Our minds are miracles—immensely intricate webs of gossamer light inside our heads that shape our very sense of self and our understanding of the world around us. Moment by moment throughout our lifetime, our brains hum with the work of making meaning: weaving together many thousands of threads of information into all manner of thoughts, feelings, memories, and ideas. It is these processes of thinking, learning and remembering that make each of us truly human. And yet much of what goes on between our ears remains a mystery.
Perhaps this is not surprising, considering that the brain is the most complex object known to man. Every action, from wriggling our toes to performing calculus, involves a breathtakingly sophisticated choreography of neural activity that scientists are only just beginning to understand. By adulthood this jellylike kilo of tissue holds around 100 billion neurons and as many as 1 quadrillion (1,000,000,000,000,000) connections—a greater number than stars in the known universe. Imagine, then, the challenges inherent in trying to study something as intangible as a thought or a ﬂash of inspiration. And yet in spite of such challenges, and the fact that the ﬁeld is still in its infancy, neuroscientists have revolutionized our understanding of the brain in recent years, treating a host of previously intractable illnesses and transforming how we think about ourselves. I, for one, owe my life and self-understanding to such advances.
My brain has been scanned on numerous occasions, by doctors treating the epilepsy I had as a young child and more recently by researchers looking for clues to how my unusual autistic mind works—and for what it might tell them about how brains function generally. Having a brain scan is an unusual experience, beginning with a person in a white coat asking whether you have any metal plates in your head or shrapnel in your body.
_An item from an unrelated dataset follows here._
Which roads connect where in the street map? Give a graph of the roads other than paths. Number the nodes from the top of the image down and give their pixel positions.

This is because the scanner, known as an MRI (magnetic resonance imaging), uses an extremely powerful magnet to realign the atoms in your head so that they produce signals a computer can process to generate a three-dimensional representation of the brain. The scanner itself is a large cylindrical tube surrounded by a circular magnet. You lie on a moveable table that slides into the center of the magnet. The experience can make you feel rather claustrophobic, which is exacerbated by the need to remain completely still so that the imaging can work properly. The scanner is also very noisy, thumping and humming away during the imaging. Fortunately, the entire examination usually takes less than an hour, and is broken up into multiple runs (sequences) that each last several minutes. The last time I was inside a scanner, a screen positioned above my head showed strings of numbers that I was asked to memorize. This task causes increased metabolic activity – including expanding blood vessels, chemical changes, and the delivery of extra oxygen—in the areas of my brain involved in numerical operations. In a room next door, the scientists watched on computer screens how my brain reacted to the numbers. They could also compare my brain’s activity with that of other subjects’ performance on the same task …
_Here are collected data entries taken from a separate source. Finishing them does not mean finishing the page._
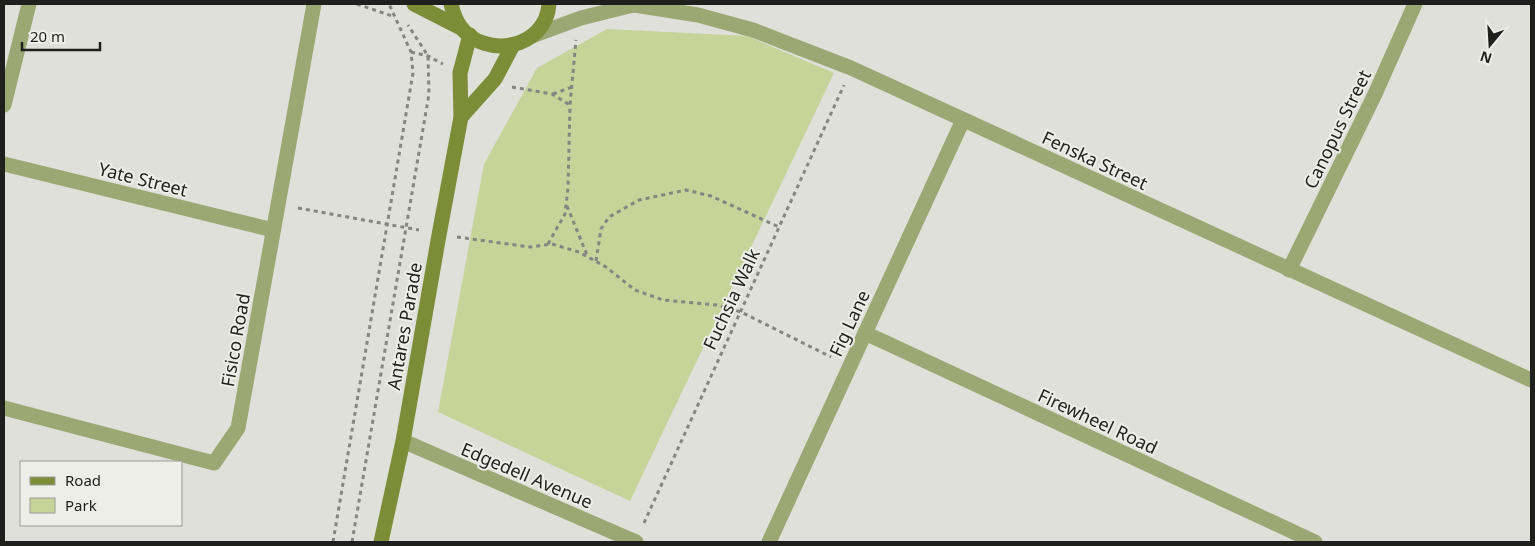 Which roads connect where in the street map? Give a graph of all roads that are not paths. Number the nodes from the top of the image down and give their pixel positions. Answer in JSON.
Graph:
{"nodes":[{"id":1,"x":29,"y":4,"type":"edge"},
{"id":2,"x":314,"y":4,"type":"edge"},
{"id":3,"x":414,"y":4,"type":"edge"},
{"id":4,"x":452,"y":4,"type":"edge"},
{"id":5,"x":549,"y":4,"type":"edge"},
{"id":6,"x":1415,"y":4,"type":"edge"},
{"id":7,"x":631,"y":5,"type":"edge"},
{"id":8,"x":465,"y":31,"type":"junction"},
{"id":9,"x":532,"y":36,"type":"junction"},
{"id":10,"x":513,"y":45,"type":"junction"},
{"id":11,"x":4,"y":105,"type":"edge"},
{"id":12,"x":461,"y":117,"type":"junction"},
{"id":13,"x":962,"y":120,"type":"junction"},
{"id":14,"x":4,"y":164,"type":"edge"},
{"id":15,"x":274,"y":230,"type":"junction"},
{"id":16,"x":1289,"y":270,"type":"junction"},
{"id":17,"x":864,"y":333,"type":"junction"},
{"id":18,"x":1531,"y":380,"type":"edge"},
{"id":19,"x":4,"y":408,"type":"edge"},
{"id":20,"x":403,"y":441,"type":"junction"},
{"id":21,"x":381,"y":542,"type":"edge"},
{"id":22,"x":636,"y":542,"type":"edge"},
{"id":23,"x":769,"y":542,"type":"edge"},
{"id":24,"x":1315,"y":542,"type":"edge"}],
"edges":[{"from":1,"to":11,"type":"street"},
{"from":2,"to":15,"type":"street","name":"Fisico Road"},
{"from":3,"to":8,"type":"street"},
{"from":4,"to":8,"type":"street"},
{"from":5,"to":9,"type":"street"},
{"from":6,"to":16,"type":"street","name":"Canopus Street"},
{"from":7,"to":9,"type":"street"},
{"from":7,"to":13,"type":"street","name":"Fenska Street"},
{"from":8,"to":10,"type":"street"},
{"from":8,"to":12,"type":"street","name":"Antares Parade"},
{"from":9,"to":10,"type":"street"},
{"from":10,"to":12,"type":"street"},
{"from":12,"to":20,"type":"street","name":"Antares Parade"},
{"from":13,"to":16,"type":"street","name":"Fenska Street"},
{"from":13,"to":17,"type":"street","name":"Fig Lane"},
{"from":14,"to":15,"type":"street","name":"Yate Street"},
{"from":15,"to":19,"type":"street","name":"Fisico Road"},
{"from":16,"to":18,"type":"street","name":"Fenska Street"},
{"from":17,"to":23,"type":"street","name":"Fig Lane"},
{"from":17,"to":24,"type":"street","name":"Firewheel Road"},
{"from":20,"to":21,"type":"street","name":"Antares Parade"},
{"from":20,"to":22,"type":"street","name":"Edgedell Avenue"}]}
Numbers, to my mind, are like a first language. They possess colour, shape, texture, and exude all sorts of emotions. The mathematical constant Pi, which I once recited from memory to 22,514 decimal places without error, is like an epic poem composed in numbers. Words similarly come to life in my mind: I have made a career of these synaesthetic gifts as an award-winning and best-selling essayist, novelist, poet and translator.
Rare forms of creative imagination may be the result of an extraordinary convergence of normally disconnected thoughts, memories, feelings, and ideas … scientists call the phenomenon hyperconnectivity—abnormal cross-activation between various regions of the brain. Hyperconnected brains are the very opposite of coolly calculating machines, operating not from any step-by-step mental rulebook but instead as a kind of beautiful, swirling chaos … certain neurological and developmental conditions, in which hyperconnectivity features prominently, may prove a spur to highly creative expression.
Even to this day autistic savants are too often viewed as robots, or computers, freaks, or even supernaturally endowed—in short, anything but human. And yet it is our humanity that makes our extraordinary abilities possible. With all that we have begun to learn in recent decades about the intricacy and idiosyncrasy of “normal” brains and minds, and with the growing awareness of the wide variability across the autistic spectrum, such distorting and hurtful misconceptions will—I hope—decline in the years ahead. Better still, society will ﬁnd ways to make best use of the talents and energies of differently able minds, maximizing the depth and diversity of their intellectual capital in the face of the many challenges, and opportunities, that lie ahead for us all.
Given the chance to contribute meaningfully within a truly inclusive meeting of every kind of mind, each of us can use our brain to do what we have always done best: imagining a better and brighter tomorrow.